| Exercise directions |
What the task needs is the data below, written out verbatim.
BEGIN Data provided
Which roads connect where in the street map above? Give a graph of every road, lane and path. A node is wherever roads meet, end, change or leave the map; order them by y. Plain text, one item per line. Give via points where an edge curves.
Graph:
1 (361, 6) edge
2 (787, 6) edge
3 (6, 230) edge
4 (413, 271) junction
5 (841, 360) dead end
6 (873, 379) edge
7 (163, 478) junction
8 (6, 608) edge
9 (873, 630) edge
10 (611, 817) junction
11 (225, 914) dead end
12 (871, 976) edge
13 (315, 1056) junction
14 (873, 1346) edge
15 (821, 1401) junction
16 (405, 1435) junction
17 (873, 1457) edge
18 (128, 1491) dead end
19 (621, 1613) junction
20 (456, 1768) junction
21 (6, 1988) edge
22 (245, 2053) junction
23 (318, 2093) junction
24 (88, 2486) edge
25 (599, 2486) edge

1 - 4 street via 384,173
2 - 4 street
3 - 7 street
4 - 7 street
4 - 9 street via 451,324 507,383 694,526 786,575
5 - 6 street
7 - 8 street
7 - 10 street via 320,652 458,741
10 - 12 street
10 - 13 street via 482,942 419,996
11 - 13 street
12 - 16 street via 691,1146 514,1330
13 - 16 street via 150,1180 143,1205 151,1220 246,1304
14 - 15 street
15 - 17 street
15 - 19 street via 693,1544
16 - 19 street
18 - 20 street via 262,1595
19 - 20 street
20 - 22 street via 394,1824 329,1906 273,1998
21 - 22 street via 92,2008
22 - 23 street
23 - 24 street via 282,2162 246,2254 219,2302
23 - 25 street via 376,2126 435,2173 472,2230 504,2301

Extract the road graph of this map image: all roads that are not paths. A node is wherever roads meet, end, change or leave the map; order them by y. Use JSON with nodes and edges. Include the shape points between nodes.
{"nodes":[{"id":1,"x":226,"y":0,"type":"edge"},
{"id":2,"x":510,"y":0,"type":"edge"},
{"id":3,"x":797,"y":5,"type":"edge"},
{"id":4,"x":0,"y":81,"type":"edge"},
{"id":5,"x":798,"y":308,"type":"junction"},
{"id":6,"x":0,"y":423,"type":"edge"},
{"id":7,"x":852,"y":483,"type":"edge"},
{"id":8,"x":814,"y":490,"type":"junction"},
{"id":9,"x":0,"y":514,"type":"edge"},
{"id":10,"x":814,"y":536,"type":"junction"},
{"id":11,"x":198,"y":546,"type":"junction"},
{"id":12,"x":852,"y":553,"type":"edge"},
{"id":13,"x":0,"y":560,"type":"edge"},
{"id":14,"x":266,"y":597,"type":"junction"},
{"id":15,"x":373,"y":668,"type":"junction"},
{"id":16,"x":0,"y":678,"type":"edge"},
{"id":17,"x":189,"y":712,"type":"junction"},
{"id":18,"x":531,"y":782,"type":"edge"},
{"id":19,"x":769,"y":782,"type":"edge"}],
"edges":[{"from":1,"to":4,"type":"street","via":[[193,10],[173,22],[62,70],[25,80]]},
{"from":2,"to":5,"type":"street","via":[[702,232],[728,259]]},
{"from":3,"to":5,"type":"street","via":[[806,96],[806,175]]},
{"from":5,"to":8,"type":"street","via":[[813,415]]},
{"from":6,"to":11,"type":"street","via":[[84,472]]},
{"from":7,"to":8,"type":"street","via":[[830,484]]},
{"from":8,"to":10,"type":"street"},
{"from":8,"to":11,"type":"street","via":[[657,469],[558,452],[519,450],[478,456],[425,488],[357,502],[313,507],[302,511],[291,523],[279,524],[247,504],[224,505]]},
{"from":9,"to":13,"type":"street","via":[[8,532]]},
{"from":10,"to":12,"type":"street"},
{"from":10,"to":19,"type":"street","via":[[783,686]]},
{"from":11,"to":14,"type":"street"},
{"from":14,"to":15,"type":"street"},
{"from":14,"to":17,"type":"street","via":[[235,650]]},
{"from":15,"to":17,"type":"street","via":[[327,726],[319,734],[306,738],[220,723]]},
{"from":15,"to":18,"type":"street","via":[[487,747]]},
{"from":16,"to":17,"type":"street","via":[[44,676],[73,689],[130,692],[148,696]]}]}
END Data provided
| Output of the task |
Which roads connect where in the street map above? Give a graph of every road, lane and path. A node is wherever roads meet, end, change or leave the map; order them by y. Plain text, one item per line. Give via points where an edge curves.
Graph:
1 (361, 6) edge
2 (787, 6) edge
3 (6, 230) edge
4 (413, 271) junction
5 (841, 360) dead end
6 (873, 379) edge
7 (163, 478) junction
8 (6, 608) edge
9 (873, 630) edge
10 (611, 817) junction
11 (225, 914) dead end
12 (871, 976) edge
13 (315, 1056) junction
14 (873, 1346) edge
15 (821, 1401) junction
16 (405, 1435) junction
17 (873, 1457) edge
18 (128, 1491) dead end
19 (621, 1613) junction
20 (456, 1768) junction
21 (6, 1988) edge
22 (245, 2053) junction
23 (318, 2093) junction
24 (88, 2486) edge
25 (599, 2486) edge

1 - 4 street via 384,173
2 - 4 street
3 - 7 street
4 - 7 street
4 - 9 street via 451,324 507,383 694,526 786,575
5 - 6 street
7 - 8 street
7 - 10 street via 320,652 458,741
10 - 12 street
10 - 13 street via 482,942 419,996
11 - 13 street
12 - 16 street via 691,1146 514,1330
13 - 16 street via 150,1180 143,1205 151,1220 246,1304
14 - 15 street
15 - 17 street
15 - 19 street via 693,1544
16 - 19 street
18 - 20 street via 262,1595
19 - 20 street
20 - 22 street via 394,1824 329,1906 273,1998
21 - 22 street via 92,2008
22 - 23 street
23 - 24 street via 282,2162 246,2254 219,2302
23 - 25 street via 376,2126 435,2173 472,2230 504,2301

Extract the road graph of this map image: all roads that are not paths. A node is wherever roads meet, end, change or leave the map; order them by y. Use JSON with nodes and edges. Include the shape points between nodes.
{"nodes":[{"id":1,"x":226,"y":0,"type":"edge"},
{"id":2,"x":510,"y":0,"type":"edge"},
{"id":3,"x":797,"y":5,"type":"edge"},
{"id":4,"x":0,"y":81,"type":"edge"},
{"id":5,"x":798,"y":308,"type":"junction"},
{"id":6,"x":0,"y":423,"type":"edge"},
{"id":7,"x":852,"y":483,"type":"edge"},
{"id":8,"x":814,"y":490,"type":"junction"},
{"id":9,"x":0,"y":514,"type":"edge"},
{"id":10,"x":814,"y":536,"type":"junction"},
{"id":11,"x":198,"y":546,"type":"junction"},
{"id":12,"x":852,"y":553,"type":"edge"},
{"id":13,"x":0,"y":560,"type":"edge"},
{"id":14,"x":266,"y":597,"type":"junction"},
{"id":15,"x":373,"y":668,"type":"junction"},
{"id":16,"x":0,"y":678,"type":"edge"},
{"id":17,"x":189,"y":712,"type":"junction"},
{"id":18,"x":531,"y":782,"type":"edge"},
{"id":19,"x":769,"y":782,"type":"edge"}],
"edges":[{"from":1,"to":4,"type":"street","via":[[193,10],[173,22],[62,70],[25,80]]},
{"from":2,"to":5,"type":"street","via":[[702,232],[728,259]]},
{"from":3,"to":5,"type":"street","via":[[806,96],[806,175]]},
{"from":5,"to":8,"type":"street","via":[[813,415]]},
{"from":6,"to":11,"type":"street","via":[[84,472]]},
{"from":7,"to":8,"type":"street","via":[[830,484]]},
{"from":8,"to":10,"type":"street"},
{"from":8,"to":11,"type":"street","via":[[657,469],[558,452],[519,450],[478,456],[425,488],[357,502],[313,507],[302,511],[291,523],[279,524],[247,504],[224,505]]},
{"from":9,"to":13,"type":"street","via":[[8,532]]},
{"from":10,"to":12,"type":"street"},
{"from":10,"to":19,"type":"street","via":[[783,686]]},
{"from":11,"to":14,"type":"street"},
{"from":14,"to":15,"type":"street"},
{"from":14,"to":17,"type":"street","via":[[235,650]]},
{"from":15,"to":17,"type":"street","via":[[327,726],[319,734],[306,738],[220,723]]},
{"from":15,"to":18,"type":"street","via":[[487,747]]},
{"from":16,"to":17,"type":"street","via":[[44,676],[73,689],[130,692],[148,696]]}]}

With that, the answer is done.